Sebastien Gouezel (Nov 07 2019 at 17:39):

Or an attribute instance_search.restricted or whatever, that one could set to choose the behavior between the current one and the less recursive one?

Daniel Selsam (Nov 07 2019 at 17:46):

How about just having a maxGoalSize flag, and refusing to consider any intermediate goals beyond that size? This works for your second example, and fails quickly even when set very high. Con: it would not work well if there were a combinatorial number of pretty-big-but-not-too-big undesired goals.

Daniel Selsam (Nov 07 2019 at 17:49):

Otherwise typeclass resolution might still run forever when it is e.g. bigger Nats that are being created, as opposed to bigger types.

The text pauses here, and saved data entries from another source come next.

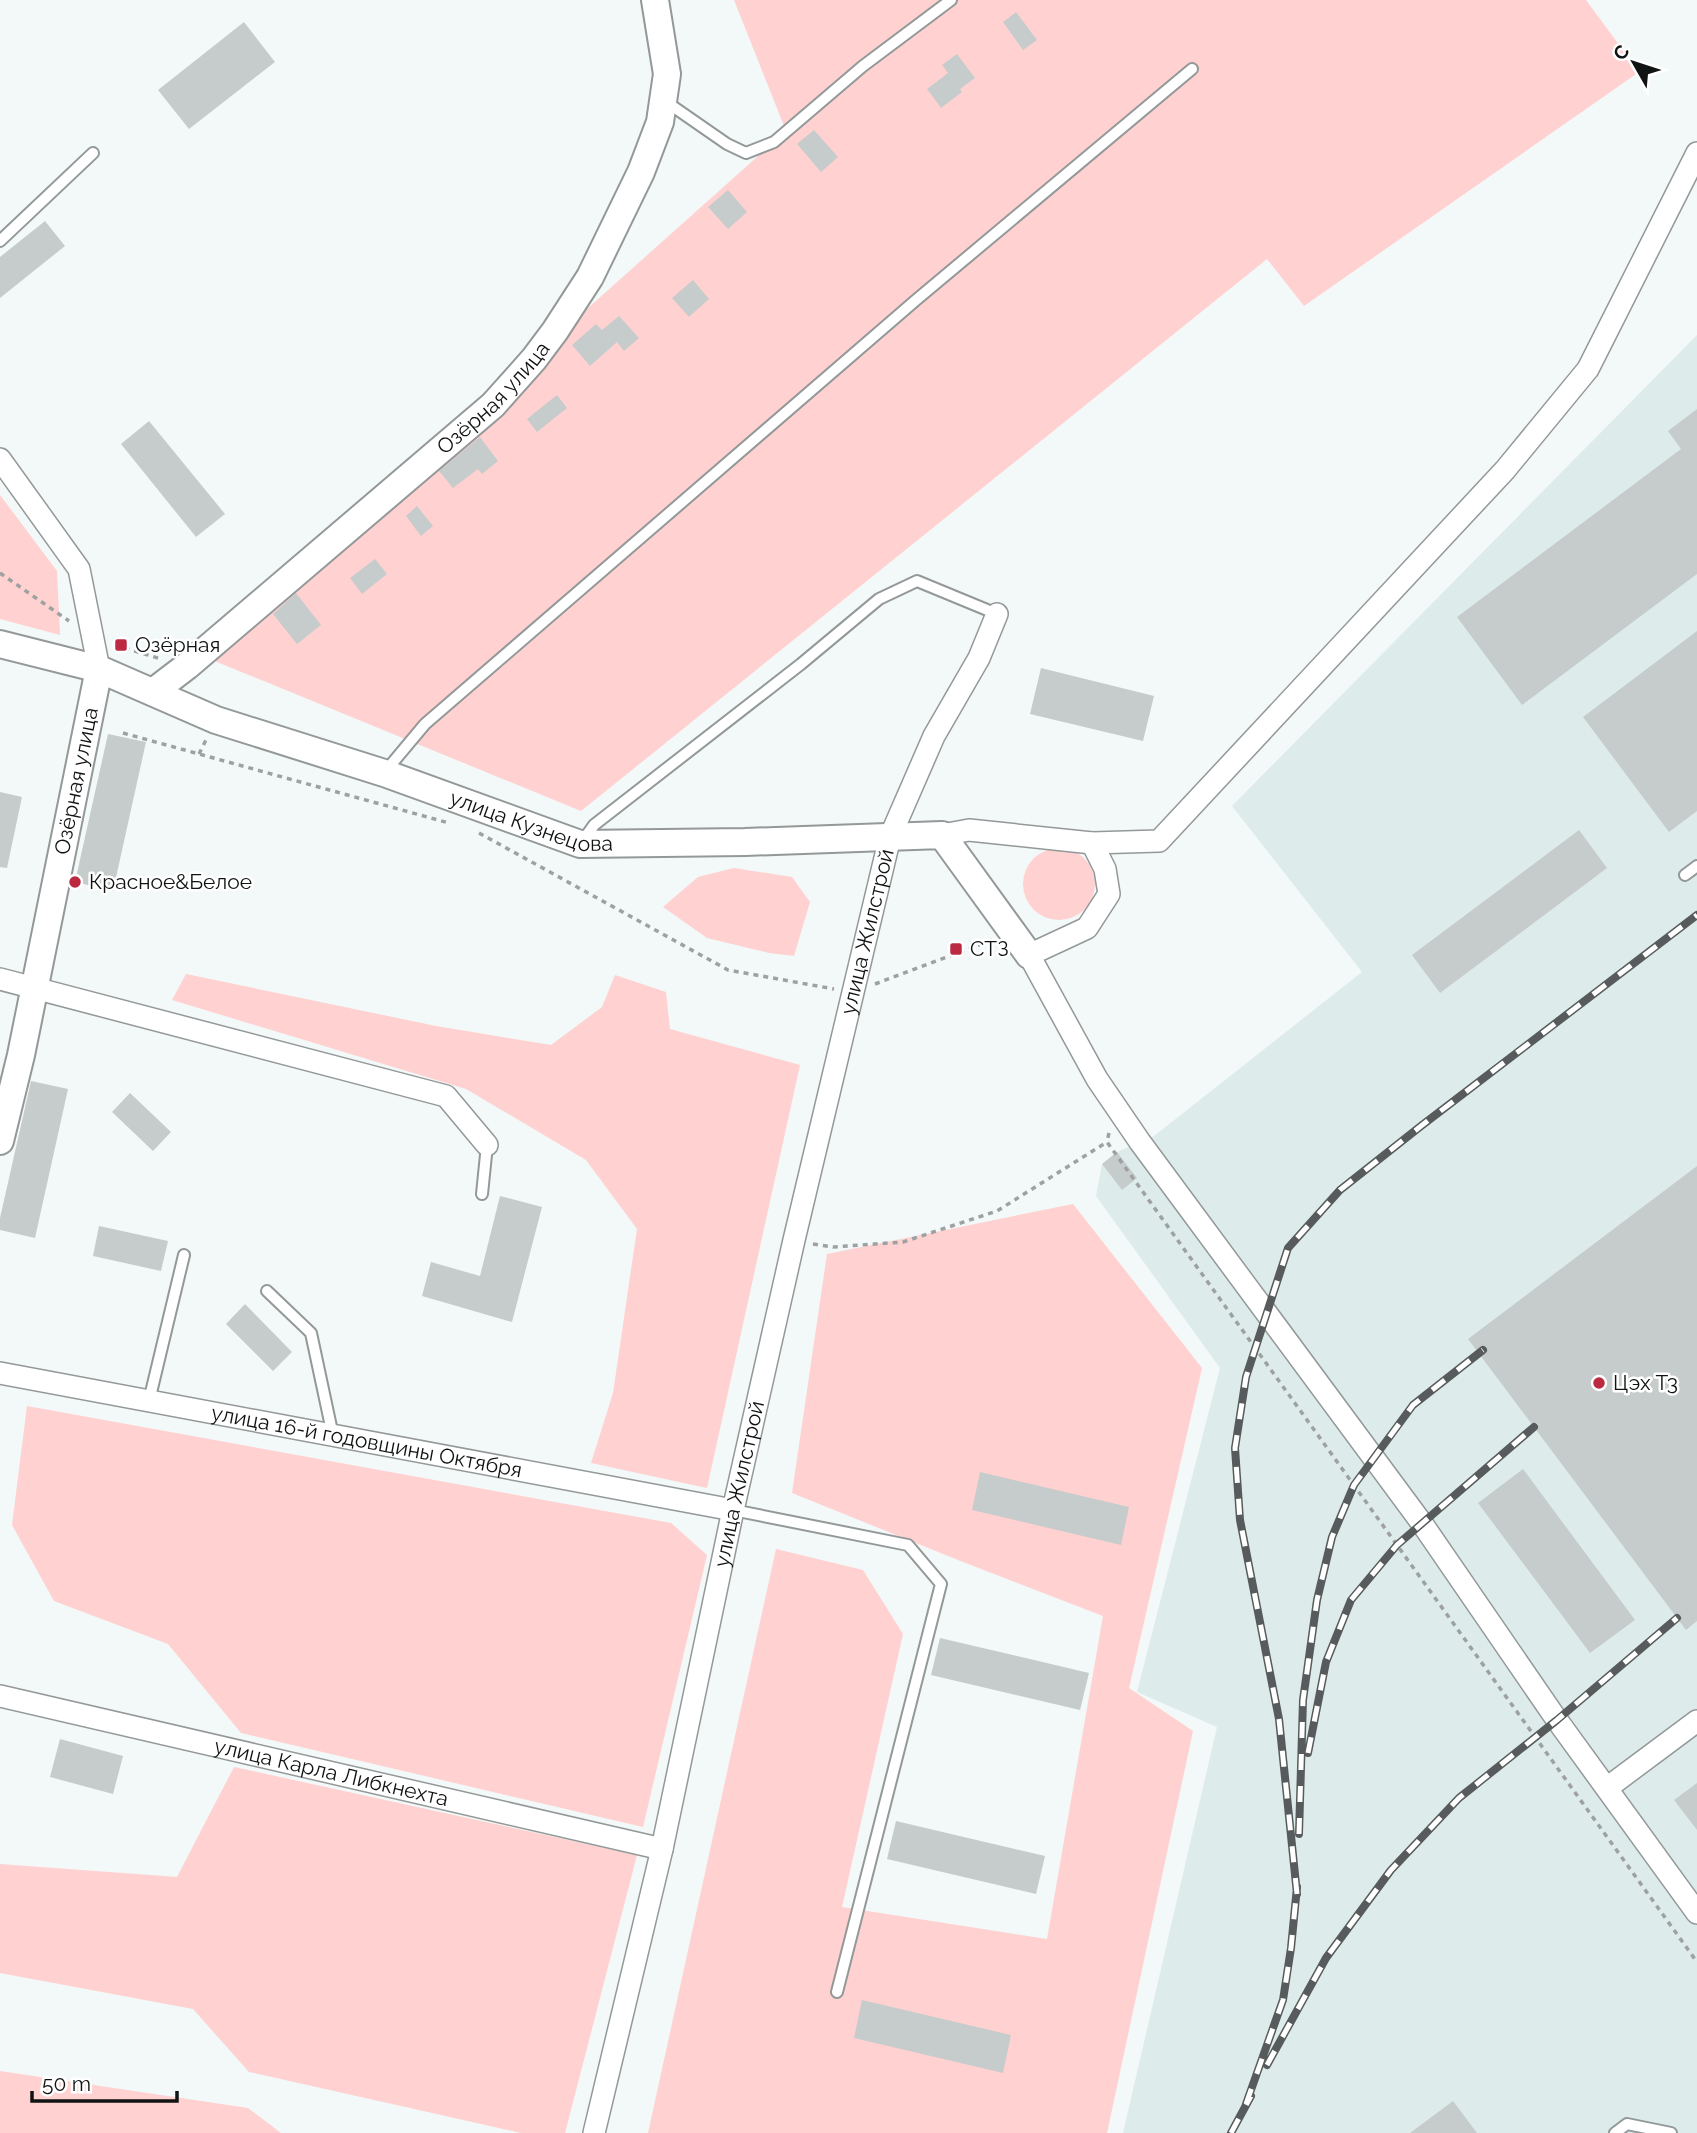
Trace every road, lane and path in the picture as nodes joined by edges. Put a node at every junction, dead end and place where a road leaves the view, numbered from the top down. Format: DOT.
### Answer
graph roads {
  1 [pos="655,0"];
  2 [pos="950,0"];
  3 [pos="1192,69"];
  4 [pos="663,100"];
  5 [pos="93,153"];
  6 [pos="1697,153"];
  7 [pos="0,241"];
  8 [pos="0,458"];
  9 [pos="0,573"];
  10 [pos="997,614"];
  11 [pos="93,639"];
  12 [pos="0,644"];
  13 [pos="187,666"];
  14 [pos="99,669"];
  15 [pos="152,692"];
  16 [pos="216,720"];
  17 [pos="124,733"];
  18 [pos="199,754"];
  19 [pos="384,773"];
  20 [pos="458,825"];
  21 [pos="471,829"];
  22 [pos="942,835"];
  23 [pos="890,837"];
  24 [pos="1092,843"];
  25 [pos="580,844"];
  26 [pos="1697,866"];
  27 [pos="1685,875"];
  28 [pos="996,939"];
  29 [pos="1029,955"];
  30 [pos="0,979"];
  31 [pos="35,988"];
  32 [pos="854,992"];
  33 [pos="1112,1124"];
  34 [pos="0,1141"];
  35 [pos="1107,1142"];
  36 [pos="482,1194"];
  37 [pos="794,1241"];
  38 [pos="184,1255"];
  39 [pos="267,1291"];
  40 [pos="0,1374"];
  41 [pos="149,1401"];
  42 [pos="333,1436"];
  43 [pos="733,1510"];
  44 [pos="0,1696"];
  45 [pos="1697,1721"];
  46 [pos="1607,1788"];
  47 [pos="662,1849"];
  48 [pos="1697,1913"];
  49 [pos="1697,1962"];
  50 [pos="837,1992"];
  51 [pos="594,2133"];
  52 [pos="1615,2133"];
  53 [pos="1671,2133"];
  1 -- 4 [label="street, Озёрная улица"];
  2 -- 4 [label="lane"];
  3 -- 19 [label="lane"];
  4 -- 13 [label="street, Озёрная улица"];
  5 -- 7 [label="lane"];
  6 -- 24 [label="street"];
  8 -- 11 [label="street"];
  9 -- 11 [label="path"];
  10 -- 23 [label="street, улица Жилстрой"];
  10 -- 25 [label="lane"];
  11 -- 13 [label="path"];
  11 -- 14 [label="street"];
  12 -- 14 [label="street, улица Кузнецова"];
  13 -- 15 [label="street, Озёрная улица"];
  14 -- 15 [label="street, улица Кузнецова"];
  14 -- 31 [label="street, Озёрная улица"];
  15 -- 16 [label="street, улица Кузнецова"];
  16 -- 18 [label="path"];
  16 -- 19 [label="street, улица Кузнецова"];
  17 -- 18 [label="path"];
  18 -- 20 [label="path"];
  19 -- 25 [label="street, улица Кузнецова"];
  21 -- 32 [label="path"];
  22 -- 23 [label="street, улица Кузнецова"];
  22 -- 24 [label="street"];
  22 -- 29 [label="street"];
  23 -- 25 [label="street, улица Кузнецова"];
  23 -- 32 [label="street, улица Жилстрой"];
  24 -- 29 [label="street"];
  26 -- 27 [label="lane"];
  28 -- 32 [label="path"];
  29 -- 46 [label="street"];
  30 -- 31 [label="street"];
  31 -- 34 [label="street, Озёрная улица"];
  31 -- 36 [label="lane"];
  32 -- 37 [label="street, улица Жилстрой"];
  33 -- 35 [label="path"];
  35 -- 37 [label="path"];
  35 -- 49 [label="path"];
  37 -- 43 [label="street, улица Жилстрой"];
  38 -- 41 [label="lane"];
  39 -- 42 [label="lane"];
  40 -- 41 [label="street, улица 16-й годовщины Октября"];
  41 -- 42 [label="street, улица 16-й годовщины Октября"];
  42 -- 43 [label="street, улица 16-й годовщины Октября"];
  43 -- 47 [label="street, улица Жилстрой"];
  43 -- 50 [label="lane"];
  44 -- 47 [label="street, улица Карла Либкнехта"];
  45 -- 46 [label="street"];
  46 -- 48 [label="street"];
  47 -- 51 [label="street, улица Жилстрой"];
  52 -- 53 [label="lane"];
}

Sebastien Gouezel (Nov 07 2019 at 18:09):

Or even max recursion size. Currently, when the maximal recursion depth is reached, instance search fails with an error message. It could instead fail on the branch it is, and resume the search on the next branch. I am still afraid that this or your maxGoalSize could lead to a combinatorial explosion.

In Lean3, we avoid completely instances with Type metavariables because of this risk of combinatorial explosion. I think only allowing them when one can solve them from the context would solve most of our use cases.

Daniel Selsam (Nov 07 2019 at 23:57):

@Sebastien Gouezel See https://github.com/leanprover/lean4/blob/9a7354633a18ce73039549cfb4a019fe74e7d09f/tests/elabissues/typeclass_nested_validate.lean for more analysis, suggested workaround, and tentative plan for Lean4.

Sebastien Gouezel (Nov 08 2019 at 07:01):

That's extremely clever!

Johan Commelin (Nov 08 2019 at 09:09):

@Daniel Selsam That's a really nice idea. And if I understand correctly, we can even try to use this already in Lean 3. That's cool.